Three Glycol Antifreeze Guidelines for Efficient Cooling System Operation

Posted on: 13 March 2017

Proper cooling is essential for numerous commercial operations, particularly in the food and beverage industry. This ensures that the food is stabilised, preventing spoilage and heat degradation. In addition, the cooling process will preserve the quality and taste of the beverages and food items. If you are thinking about investing in a cooling system, you should consider choosing and installing a glycol system.

This type of equipment is favourable because it uses a mixture of glycol and water in the chilling process. In simple terms, the glycol acts as antifreeze and limits the detriments of water such as corrosion, scale formation and microbial growth. Typically, glycol systems provide great cooling services. However, the exact quality will depend on your care practices, so use these guidelines for better performance and longevity.

Purchase the Right Antifreeze

There are two primary types of glycol antifreeze: ethylene and propylene glycol. The former is primarily used as the standard in industrial operations because it is relatively cheaper than the alternative. Unfortunately, it has moderate toxicity which is a limitation in some applications. If you are involved in the food industry or people in your business are likely to come in contact with the antifreeze, choose propylene glycol.
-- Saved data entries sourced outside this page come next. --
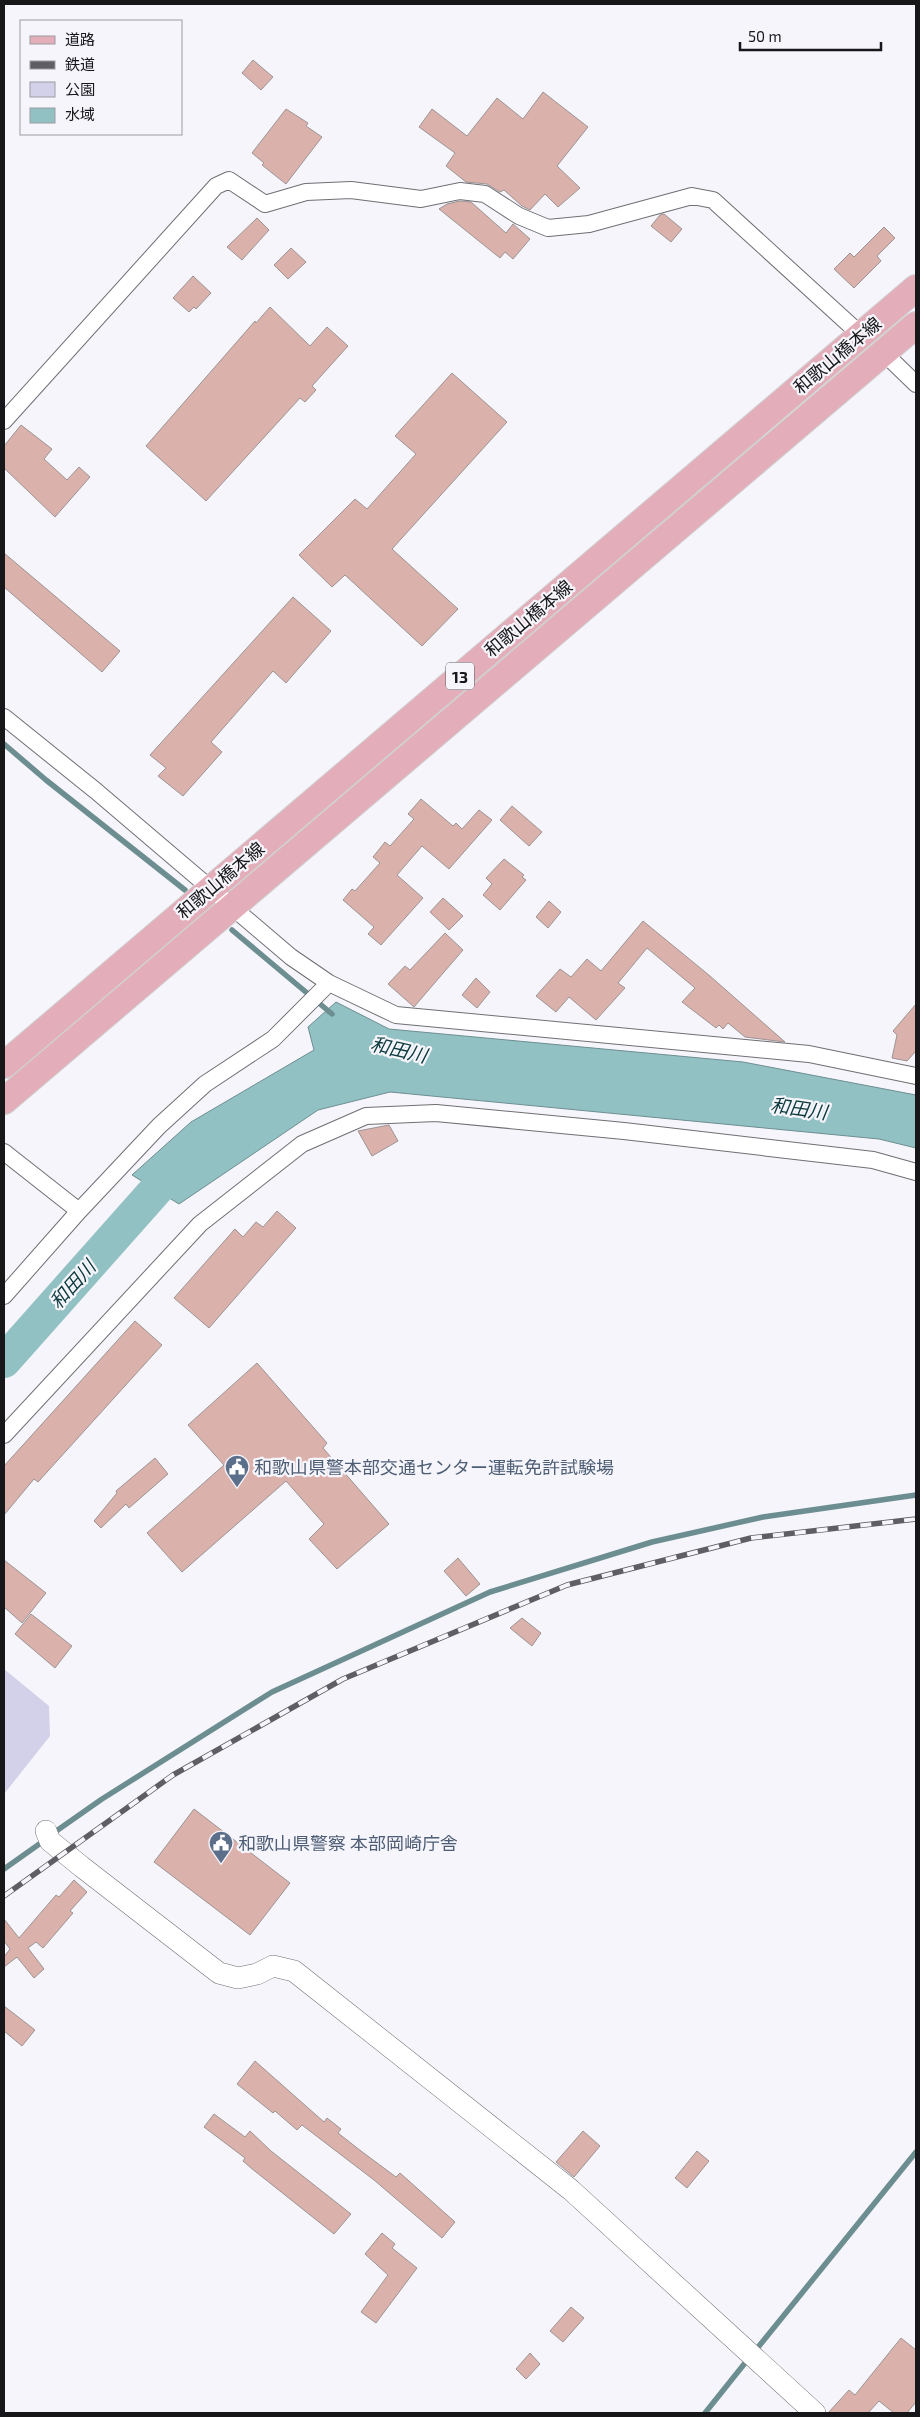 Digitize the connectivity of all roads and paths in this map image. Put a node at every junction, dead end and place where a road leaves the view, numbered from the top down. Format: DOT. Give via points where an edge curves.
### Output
graph roads {
  1 [pos="916,288"];
  2 [pos="916,325"];
  3 [pos="861,335"];
  4 [pos="883,352"];
  5 [pos="916,384"];
  6 [pos="4,421"];
  7 [pos="4,717"];
  8 [pos="210,888"];
  9 [pos="232,907"];
  10 [pos="329,983"];
  11 [pos="4,1065"];
  12 [pos="916,1076"];
  13 [pos="4,1101"];
  14 [pos="4,1152"];
  15 [pos="916,1172"];
  16 [pos="79,1210"];
  17 [pos="4,1296"];
  18 [pos="4,1436"];
  19 [pos="46,1831"];
  20 [pos="815,2413"];
  1 -- 3 [label="main road, 和歌山橋本線 / 13"];
  2 -- 4 [label="main road, 和歌山橋本線 / 13"];
  3 -- 6 [label="street" via="712,200 692,196 589,224 548,228 519,216 485,194 460,191 421,199 351,190 306,192 265,204 229,180 216,186"];
  3 -- 8 [label="main road, 和歌山橋本線 / 13"];
  4 -- 5 [label="street"];
  4 -- 9 [label="main road, 和歌山橋本線 / 13"];
  7 -- 8 [label="street"];
  8 -- 9 [label="street"];
  8 -- 11 [label="main road, 和歌山橋本線 / 13"];
  9 -- 10 [label="street" via="291,957"];
  9 -- 13 [label="main road, 和歌山橋本線 / 13"];
  10 -- 12 [label="street" via="396,1015 808,1054"];
  10 -- 16 [label="street" via="273,1039 206,1084 159,1126"];
  14 -- 16 [label="street"];
  15 -- 18 [label="street" via="873,1160 624,1131 436,1113 366,1116 302,1144 200,1224"];
  16 -- 17 [label="street"];
  19 -- 20 [label="street" via="50,1841 219,1973 238,1978 273,1966 294,1971 571,2190"];
}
The propylene type is more expensive, but it has low toxicity. This means it is safer to handle and even to dispose. You should avoid mixing the two types of antifreeze in your cooling system because this can cause problems such as gelling and clogging of the filters. If you want to switch from one to the other, flush your cooling equipment and then, you can change over to the alternative.
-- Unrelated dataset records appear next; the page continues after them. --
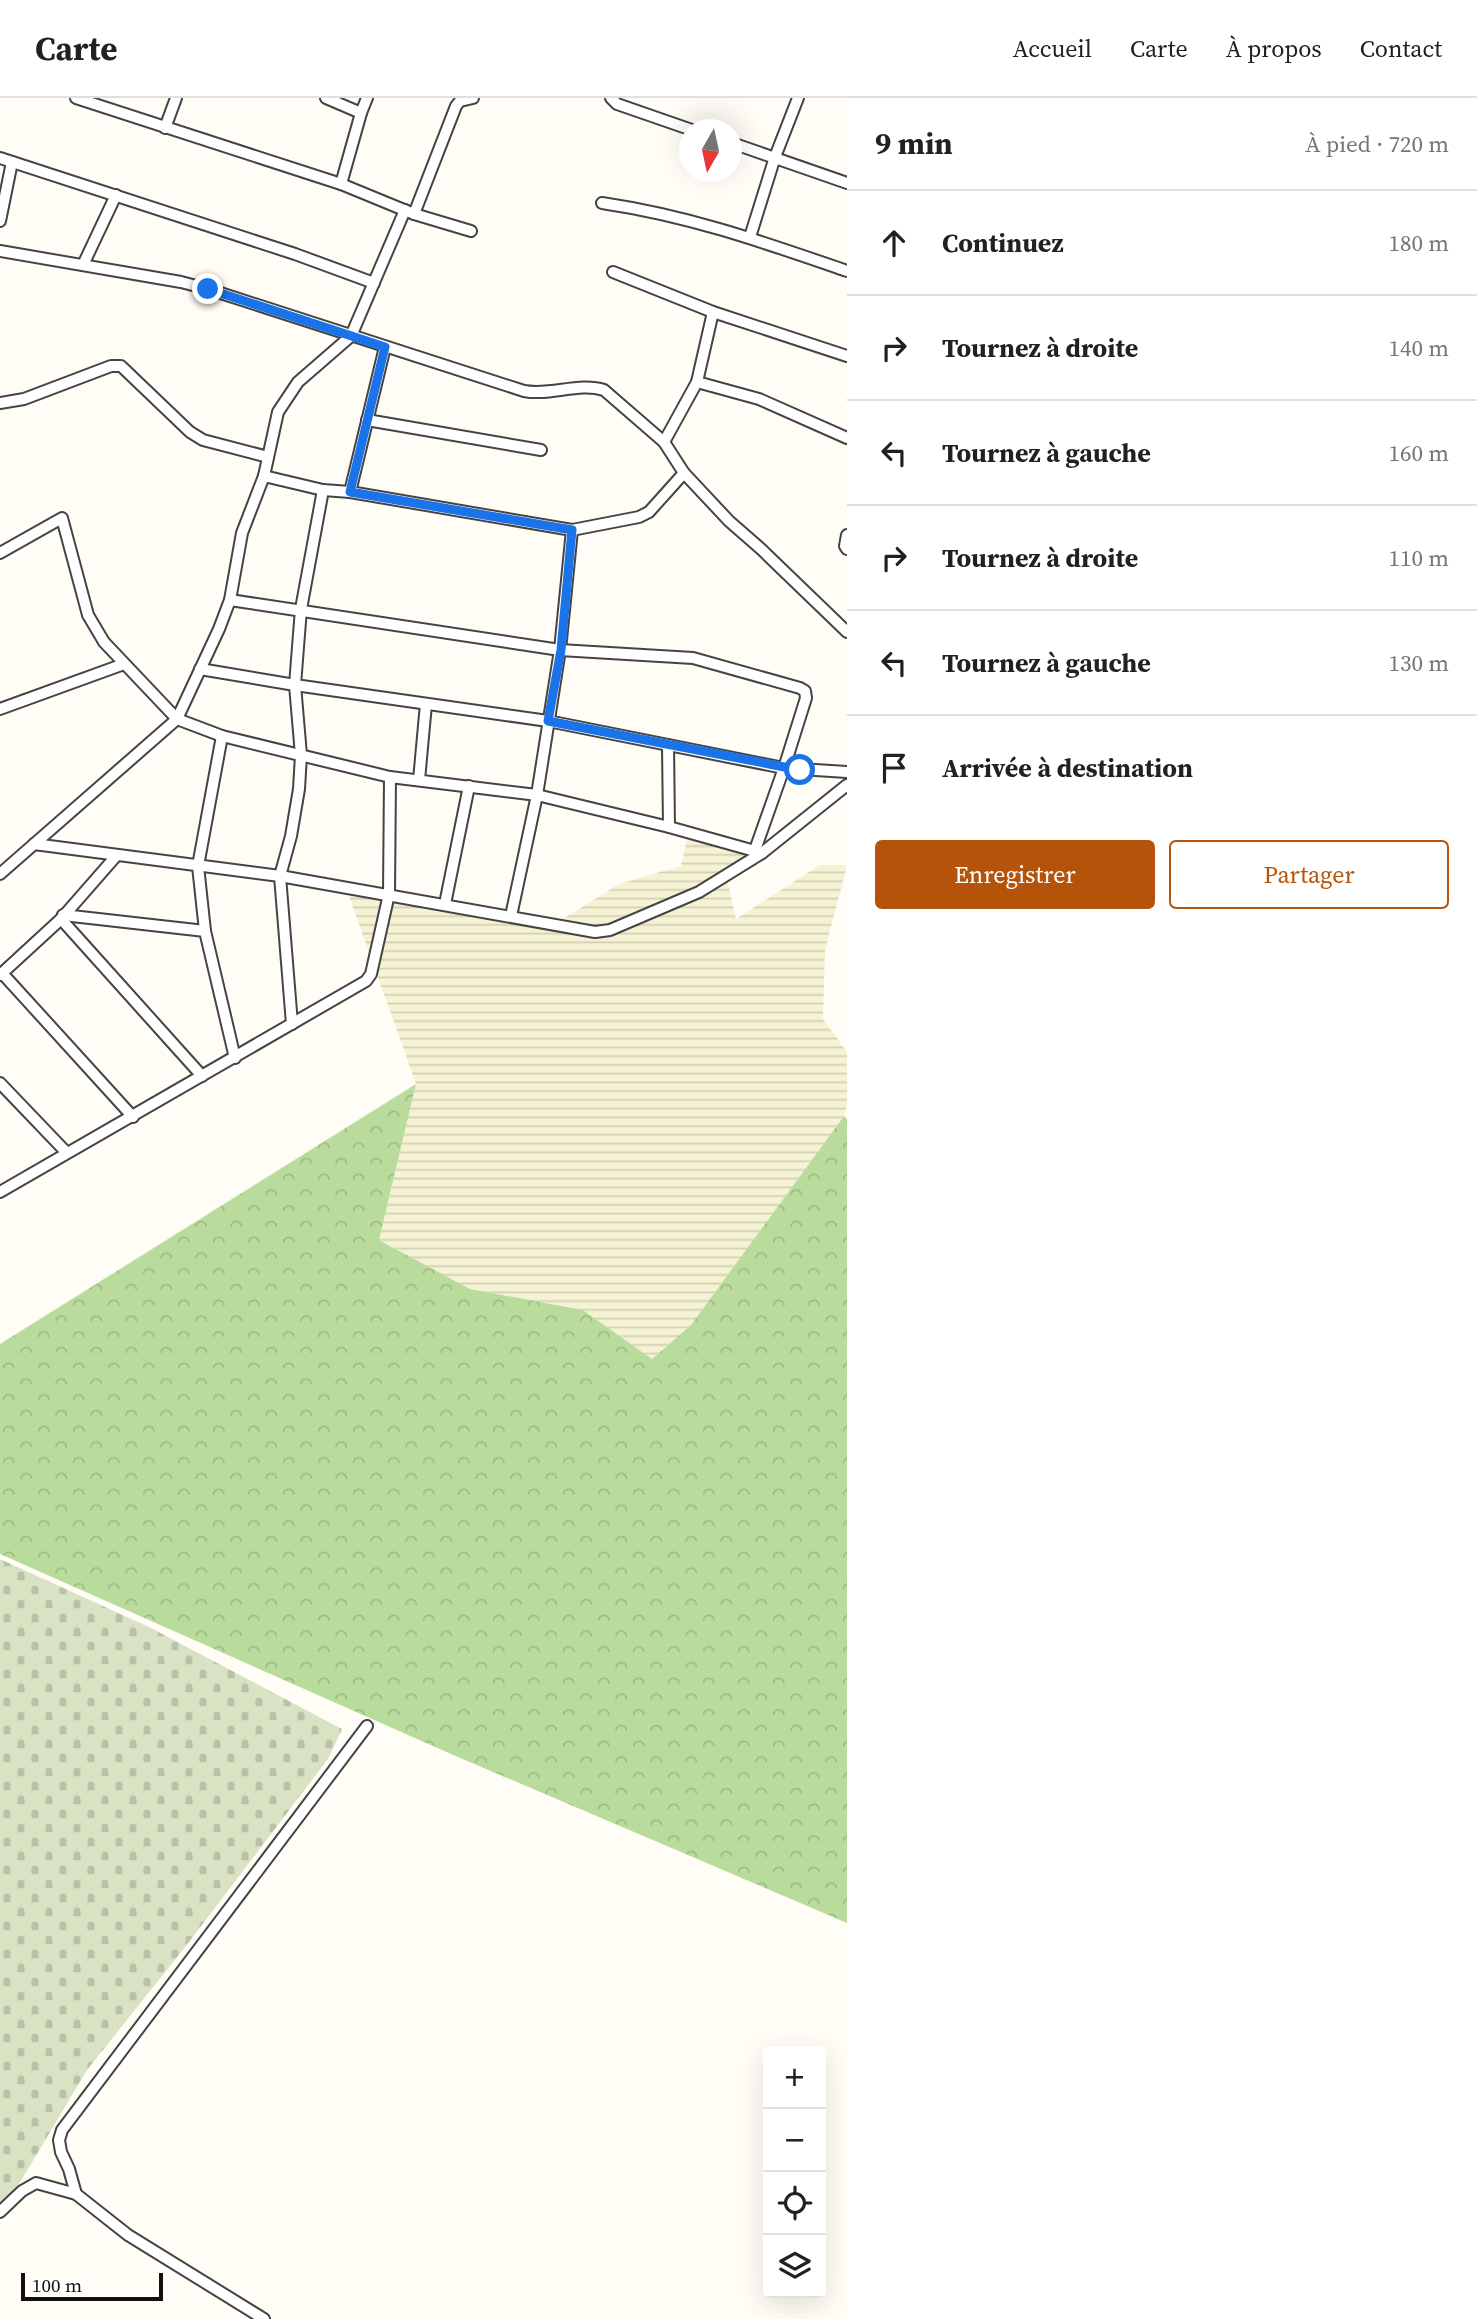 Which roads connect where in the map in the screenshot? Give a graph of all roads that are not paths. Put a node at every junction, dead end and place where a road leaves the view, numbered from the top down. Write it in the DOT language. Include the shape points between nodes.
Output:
graph roads {
  1 [pos="76,98"];
  2 [pos="176,98"];
  3 [pos="326,98"];
  4 [pos="367,98"];
  5 [pos="473,98"];
  6 [pos="611,98"];
  7 [pos="798,98"];
  8 [pos="361,113"];
  9 [pos="679,125"];
  10 [pos="165,128"];
  11 [pos="742,146"];
  12 [pos="775,157"];
  13 [pos="0,158"];
  14 [pos="12,162"];
  15 [pos="847,183"];
  16 [pos="341,184"];
  17 [pos="116,195"];
  18 [pos="602,203"];
  19 [pos="409,212"];
  20 [pos="0,221"];
  21 [pos="471,231"];
  22 [pos="750,237"];
  23 [pos="0,251"];
  24 [pos="83,265"];
  25 [pos="847,271"];
  26 [pos="613,272"];
  27 [pos="374,283"];
  28 [pos="713,312"];
  29 [pos="351,336"];
  30 [pos="385,347"];
  31 [pos="847,356"];
  32 [pos="697,382"];
  33 [pos="0,403"];
  34 [pos="367,420"];
  35 [pos="847,438"];
  36 [pos="664,442"];
  37 [pos="541,450"];
  38 [pos="268,457"];
  39 [pos="684,473"];
  40 [pos="264,476"];
  41 [pos="323,490"];
  42 [pos="350,492"];
  43 [pos="572,530"];
  44 [pos="847,535"];
  45 [pos="847,549"];
  46 [pos="0,553"];
  47 [pos="230,600"];
  48 [pos="301,610"];
  49 [pos="847,632"];
  50 [pos="561,650"];
  51 [pos="124,664"];
  52 [pos="200,669"];
  53 [pos="295,685"];
  54 [pos="426,704"];
  55 [pos="0,709"];
  56 [pos="177,719"];
  57 [pos="548,721"];
  58 [pos="222,736"];
  59 [pos="668,744"];
  60 [pos="301,755"];
  61 [pos="784,768"];
  62 [pos="847,772"];
  63 [pos="390,777"];
  64 [pos="419,780"];
  65 [pos="847,785"];
  66 [pos="469,786"];
  67 [pos="537,795"];
  68 [pos="669,827"];
  69 [pos="34,844"];
  70 [pos="759,852"];
  71 [pos="117,855"];
  72 [pos="198,866"];
  73 [pos="0,874"];
  74 [pos="280,876"];
  75 [pos="389,894"];
  76 [pos="445,904"];
  77 [pos="511,916"];
  78 [pos="62,917"];
  79 [pos="205,931"];
  80 [pos="1,974"];
  81 [pos="292,1024"];
  82 [pos="234,1058"];
  83 [pos="202,1076"];
  84 [pos="0,1083"];
  85 [pos="133,1117"];
  86 [pos="66,1152"];
  87 [pos="0,1192"];
  88 [pos="368,1726"];
  89 [pos="76,2194"];
  90 [pos="0,2212"];
  91 [pos="264,2319"];
  1 -- 10 [label="street"];
  2 -- 10 [label="street"];
  3 -- 8 [label="street"];
  4 -- 8 [label="street"];
  5 -- 19 [label="street" via="456,106"];
  6 -- 9 [label="street"];
  7 -- 12 [label="street"];
  8 -- 16 [label="street"];
  10 -- 16 [label="street"];
  11 -- 12 [label="street"];
  12 -- 15 [label="street"];
  12 -- 22 [label="street"];
  13 -- 14 [label="street"];
  14 -- 17 [label="street"];
  14 -- 20 [label="street"];
  16 -- 19 [label="street"];
  17 -- 24 [label="street"];
  17 -- 27 [label="street"];
  18 -- 22 [label="street" via="650,210"];
  19 -- 21 [label="street"];
  19 -- 27 [label="street"];
  22 -- 25 [label="street"];
  23 -- 24 [label="street"];
  24 -- 29 [label="street" via="181,282"];
  26 -- 28 [label="street"];
  27 -- 29 [label="street"];
  28 -- 31 [label="street"];
  28 -- 32 [label="street"];
  29 -- 30 [label="street"];
  29 -- 38 [label="street" via="285,398"];
  30 -- 34 [label="street"];
  30 -- 36 [label="street" via="524,391 604,390"];
  32 -- 35 [label="street" via="759,399"];
  32 -- 36 [label="street"];
  33 -- 38 [label="street" via="121,366 190,432 203,440"];
  34 -- 37 [label="street"];
  34 -- 42 [label="street"];
  36 -- 39 [label="street"];
  38 -- 40 [label="street"];
  39 -- 43 [label="street" via="649,512"];
  39 -- 49 [label="street"];
  40 -- 41 [label="street"];
  40 -- 47 [label="street" via="242,533"];
  41 -- 42 [label="street"];
  41 -- 48 [label="street"];
  42 -- 43 [label="street"];
  43 -- 50 [label="street"];
  44 -- 45 [label="street"];
  46 -- 51 [label="street" via="62,518 88,615"];
  47 -- 48 [label="street"];
  47 -- 52 [label="street"];
  48 -- 50 [label="street"];
  48 -- 53 [label="street"];
  50 -- 57 [label="street"];
  50 -- 61 [label="street" via="693,658 800,688 806,698"];
  51 -- 55 [label="street"];
  51 -- 56 [label="street"];
  52 -- 53 [label="street"];
  52 -- 56 [label="street"];
  53 -- 54 [label="street"];
  53 -- 60 [label="street"];
  54 -- 57 [label="street"];
  54 -- 64 [label="street"];
  56 -- 58 [label="street"];
  56 -- 69 [label="street"];
  57 -- 59 [label="street"];
  57 -- 67 [label="street"];
  58 -- 60 [label="street"];
  58 -- 72 [label="street"];
  59 -- 61 [label="street"];
  59 -- 68 [label="street"];
  60 -- 63 [label="street"];
  60 -- 74 [label="street" via="297,801"];
  61 -- 62 [label="street"];
  61 -- 70 [label="street"];
  63 -- 64 [label="street"];
  63 -- 75 [label="street"];
  64 -- 66 [label="street"];
  65 -- 70 [label="street"];
  66 -- 67 [label="street"];
  66 -- 76 [label="street"];
  67 -- 68 [label="street"];
  67 -- 77 [label="street"];
  68 -- 70 [label="street"];
  69 -- 71 [label="street"];
  69 -- 73 [label="street"];
  70 -- 77 [label="street" via="699,892 610,930 595,932"];
  71 -- 72 [label="street"];
  71 -- 78 [label="street"];
  72 -- 74 [label="street"];
  72 -- 79 [label="street"];
  74 -- 75 [label="street"];
  74 -- 81 [label="street"];
  75 -- 76 [label="street"];
  75 -- 81 [label="street" via="370,977"];
  76 -- 77 [label="street"];
  78 -- 79 [label="street"];
  78 -- 80 [label="street"];
  78 -- 83 [label="street"];
  79 -- 82 [label="street"];
  80 -- 85 [label="street"];
  81 -- 82 [label="street"];
  82 -- 83 [label="street"];
  83 -- 85 [label="street"];
  84 -- 86 [label="street"];
  85 -- 86 [label="street"];
  86 -- 87 [label="street"];
  88 -- 89 [label="street" via="62,2130 61,2152"];
  89 -- 90 [label="street" via="36,2183"];
  89 -- 91 [label="street" via="128,2235"];
}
Select a Suitable Water Source

The water is a critical factor in the operation of commercial chilling system. As mentioned, the glycol is normally mixed with water for the cooling process to be efficient. Unfortunately, numerous business owners choose the wrong source of water which promotes accelerated degradation of the equipment and energy inefficiencies. Ideally, you should use distilled water or water treated by reverse osmosis. This fluid is free of contaminants and has no additives. Do not use groundwater or municipal water because this often has additives which promote equipment corrosion.

Identify ideal Mix Percentages

You should check the manufacturer's recommendation on the right glycol to water ratio for your cooling system. Too much glycol will be expensive and even compromise the normal working of the machine while too little could result in freezing. If you are uncertain about the right choice, consult a glycol system maintenance technician.